# mount.nfs4: mounting ...failed due No such file or d(SOLVED)

## pacho2

Since months, I was sucessfully sharing my portage DISTDIR directory with nfs without problems but, now, I want try to use nfs4 instead. The problem is that it fails to mount due:

```

 # /etc/init.d/nfsmount start

 * Starting NFS sm-notify ...                                                                                                                          [ ok ]

 * Mounting NFS filesystems ...

mount.nfs4: mounting belkin3:/usr/distfiles failed, reason given by server:

  No such file or directory                                                                                                                            [ !! ]

```

My /etc/exports in server is:

```
/usr/distfiles 192.168.1.202(no_root_squash,no_subtree_check,async,rw,fsid=0) 192.168.1.201(no_root_squash,no_subtree_check,async,rw,fsid=0) 
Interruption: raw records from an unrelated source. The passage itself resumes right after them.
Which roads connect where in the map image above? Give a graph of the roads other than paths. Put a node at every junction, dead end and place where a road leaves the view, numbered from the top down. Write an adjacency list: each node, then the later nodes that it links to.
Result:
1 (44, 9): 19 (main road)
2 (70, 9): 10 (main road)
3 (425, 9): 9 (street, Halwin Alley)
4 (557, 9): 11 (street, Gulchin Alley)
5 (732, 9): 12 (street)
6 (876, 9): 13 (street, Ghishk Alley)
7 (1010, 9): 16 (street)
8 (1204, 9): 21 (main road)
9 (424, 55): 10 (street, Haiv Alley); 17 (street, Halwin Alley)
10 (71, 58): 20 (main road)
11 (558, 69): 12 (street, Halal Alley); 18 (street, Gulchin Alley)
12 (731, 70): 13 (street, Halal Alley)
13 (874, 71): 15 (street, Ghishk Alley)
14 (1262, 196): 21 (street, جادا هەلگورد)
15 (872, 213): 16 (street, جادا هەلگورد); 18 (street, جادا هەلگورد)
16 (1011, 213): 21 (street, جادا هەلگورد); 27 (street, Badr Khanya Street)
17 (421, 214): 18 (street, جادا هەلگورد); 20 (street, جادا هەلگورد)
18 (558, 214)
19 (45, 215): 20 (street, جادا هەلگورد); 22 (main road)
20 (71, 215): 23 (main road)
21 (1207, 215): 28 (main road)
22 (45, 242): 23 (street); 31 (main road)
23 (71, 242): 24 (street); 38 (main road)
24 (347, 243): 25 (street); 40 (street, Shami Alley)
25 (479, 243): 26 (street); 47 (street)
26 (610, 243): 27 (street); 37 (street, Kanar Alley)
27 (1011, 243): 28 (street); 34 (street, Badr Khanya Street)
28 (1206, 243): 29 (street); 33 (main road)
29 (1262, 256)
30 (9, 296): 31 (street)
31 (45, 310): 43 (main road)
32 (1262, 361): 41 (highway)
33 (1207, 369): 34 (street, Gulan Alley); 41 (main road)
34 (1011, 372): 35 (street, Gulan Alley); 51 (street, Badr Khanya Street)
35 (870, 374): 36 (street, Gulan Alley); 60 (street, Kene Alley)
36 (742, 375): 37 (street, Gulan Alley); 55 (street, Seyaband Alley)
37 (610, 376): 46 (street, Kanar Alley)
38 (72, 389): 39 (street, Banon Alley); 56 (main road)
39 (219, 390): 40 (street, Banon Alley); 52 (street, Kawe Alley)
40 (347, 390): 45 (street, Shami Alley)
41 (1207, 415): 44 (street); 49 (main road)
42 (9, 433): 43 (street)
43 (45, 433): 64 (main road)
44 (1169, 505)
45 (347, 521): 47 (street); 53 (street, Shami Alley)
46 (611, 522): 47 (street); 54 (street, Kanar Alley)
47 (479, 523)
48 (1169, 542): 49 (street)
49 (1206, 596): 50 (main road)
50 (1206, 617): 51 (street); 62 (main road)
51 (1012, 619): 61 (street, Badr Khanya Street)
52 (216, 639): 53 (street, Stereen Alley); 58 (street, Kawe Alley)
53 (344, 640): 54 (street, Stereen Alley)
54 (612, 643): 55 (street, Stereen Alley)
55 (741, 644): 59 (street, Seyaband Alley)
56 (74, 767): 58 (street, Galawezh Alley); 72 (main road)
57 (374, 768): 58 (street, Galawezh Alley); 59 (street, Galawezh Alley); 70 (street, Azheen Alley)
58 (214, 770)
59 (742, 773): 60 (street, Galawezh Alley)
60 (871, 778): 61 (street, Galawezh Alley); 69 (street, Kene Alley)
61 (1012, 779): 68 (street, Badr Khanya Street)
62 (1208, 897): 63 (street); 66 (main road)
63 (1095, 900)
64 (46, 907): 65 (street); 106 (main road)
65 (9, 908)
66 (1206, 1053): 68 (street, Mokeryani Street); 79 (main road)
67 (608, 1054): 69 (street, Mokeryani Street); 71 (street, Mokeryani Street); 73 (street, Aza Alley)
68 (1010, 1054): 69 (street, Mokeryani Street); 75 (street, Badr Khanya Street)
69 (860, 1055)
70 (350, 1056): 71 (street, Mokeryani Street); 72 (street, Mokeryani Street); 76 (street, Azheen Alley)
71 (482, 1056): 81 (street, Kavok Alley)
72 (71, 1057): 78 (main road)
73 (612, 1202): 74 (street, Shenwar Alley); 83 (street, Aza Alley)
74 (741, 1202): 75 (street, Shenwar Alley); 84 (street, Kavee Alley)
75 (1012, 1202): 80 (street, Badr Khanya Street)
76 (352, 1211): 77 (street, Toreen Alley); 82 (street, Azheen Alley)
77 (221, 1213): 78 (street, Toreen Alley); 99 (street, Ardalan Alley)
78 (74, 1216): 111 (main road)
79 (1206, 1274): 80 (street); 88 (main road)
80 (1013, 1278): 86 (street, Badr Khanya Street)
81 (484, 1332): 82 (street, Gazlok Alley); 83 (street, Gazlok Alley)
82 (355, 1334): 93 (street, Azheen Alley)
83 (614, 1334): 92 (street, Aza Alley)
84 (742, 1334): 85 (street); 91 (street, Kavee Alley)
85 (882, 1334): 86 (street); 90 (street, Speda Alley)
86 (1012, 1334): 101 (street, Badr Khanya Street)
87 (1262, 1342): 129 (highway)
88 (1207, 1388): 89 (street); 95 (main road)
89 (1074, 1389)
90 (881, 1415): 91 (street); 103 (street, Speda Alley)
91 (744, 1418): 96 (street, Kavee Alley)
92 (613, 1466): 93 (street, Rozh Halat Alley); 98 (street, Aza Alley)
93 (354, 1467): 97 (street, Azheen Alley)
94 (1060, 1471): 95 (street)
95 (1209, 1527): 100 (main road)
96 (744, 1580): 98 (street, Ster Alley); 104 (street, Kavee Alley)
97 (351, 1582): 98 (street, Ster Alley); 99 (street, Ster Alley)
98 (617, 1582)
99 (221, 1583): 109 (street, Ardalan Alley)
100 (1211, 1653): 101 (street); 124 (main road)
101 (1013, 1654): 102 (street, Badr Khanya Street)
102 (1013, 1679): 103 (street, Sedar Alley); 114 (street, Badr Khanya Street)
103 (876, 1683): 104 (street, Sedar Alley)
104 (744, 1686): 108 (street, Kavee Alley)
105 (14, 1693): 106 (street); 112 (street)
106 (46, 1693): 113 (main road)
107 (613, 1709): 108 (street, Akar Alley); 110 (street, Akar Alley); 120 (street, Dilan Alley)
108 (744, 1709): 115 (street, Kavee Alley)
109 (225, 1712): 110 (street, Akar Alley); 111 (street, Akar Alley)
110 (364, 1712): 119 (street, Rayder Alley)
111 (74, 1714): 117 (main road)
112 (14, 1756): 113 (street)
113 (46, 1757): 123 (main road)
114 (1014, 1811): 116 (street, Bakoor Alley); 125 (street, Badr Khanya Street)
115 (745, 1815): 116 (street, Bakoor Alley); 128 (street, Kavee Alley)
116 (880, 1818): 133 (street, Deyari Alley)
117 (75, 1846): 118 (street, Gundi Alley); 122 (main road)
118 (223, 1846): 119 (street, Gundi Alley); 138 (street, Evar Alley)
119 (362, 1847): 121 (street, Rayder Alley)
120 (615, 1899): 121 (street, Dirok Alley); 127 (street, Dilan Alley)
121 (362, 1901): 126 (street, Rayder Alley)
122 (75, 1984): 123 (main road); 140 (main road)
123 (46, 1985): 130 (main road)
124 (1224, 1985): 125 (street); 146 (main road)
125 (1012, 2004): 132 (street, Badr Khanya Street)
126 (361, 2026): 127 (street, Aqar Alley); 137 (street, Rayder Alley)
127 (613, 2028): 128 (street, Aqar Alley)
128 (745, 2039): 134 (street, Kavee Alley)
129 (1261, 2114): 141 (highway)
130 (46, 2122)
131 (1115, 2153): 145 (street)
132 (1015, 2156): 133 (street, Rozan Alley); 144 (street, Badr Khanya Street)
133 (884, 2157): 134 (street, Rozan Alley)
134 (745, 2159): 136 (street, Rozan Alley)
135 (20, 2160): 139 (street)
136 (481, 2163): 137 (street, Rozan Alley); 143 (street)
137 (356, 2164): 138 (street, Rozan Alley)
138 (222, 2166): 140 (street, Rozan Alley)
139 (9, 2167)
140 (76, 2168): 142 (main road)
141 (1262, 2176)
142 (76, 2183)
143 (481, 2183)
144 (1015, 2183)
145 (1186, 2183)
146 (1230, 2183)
/home/osorio/Videos 192.168.2.1(no_root_squash,no_subtree_check,sync,rw)

```

And the line for mounting this in client fstab is:

```

192.168.1.203:/usr/distfiles /usr/distfiles nfs4        defaults                                0       0
```

Thanks a lotLast edited by pacho2 on Wed Mar 11, 2009 9:05 am; edited 1 time in total

----------

## depontius

Setup for nfs4 is significantly different than nfs3 - it isn't a matter of flipping a switch or tweaking a config file.  Unfortunately I'll tell you to RTFM, but here is the start point...

With nfs4 there is an "export root", and everything you export is supposed to be under that export root.  In my case, I bind-mount everything into that root.  Here is some of the relevant stuff from my nfs4 server:

```
localuser@localhost ~ $ cat /etc/exports

# /etc/exports: NFS file systems being exported.  See exports(5).

/exports       nnn.nnn.nnn.0/255.255.255.0(fsid=0,rw,sync,no_subtree_check,secure,anonuid=1000,anongid=100)

/exports/home  nnn.nnn.nnn.0/255.255.255.0(nohide,rw,sync,no_subtree_check,secure,anonuid=1000,anongid=100)

homer@homer 
```

Excerpt from /etc/fstab:

```
/dev/md1                /raid1-1        ext3            data=journal,relatime,nosuid,noexec,nodev       1 2

/raid1-1/home           /exports/home   none            bind            0 0
```

So in this case, "/exports" is the nfs4 root, and "/exports/home" is what I'm publishing.  On my client machine, I have this line in /etc/fstab:

```
myserver.mydomain:/home          /home                   nfs4    rw,hard,intr,rsize=32768,wsize=32768,nosuid,nodev               0 0
```

----------

## pacho2

Thanks a lot, seems to work now. 

About manual page, you are true, I have uninstalled man-pages-es (and adjusted man-pages linguas flag) for getting only original man-pages as they were too outdated (well, spanish nfs pages didn't mention nfs4 at all)

Best regards!

----------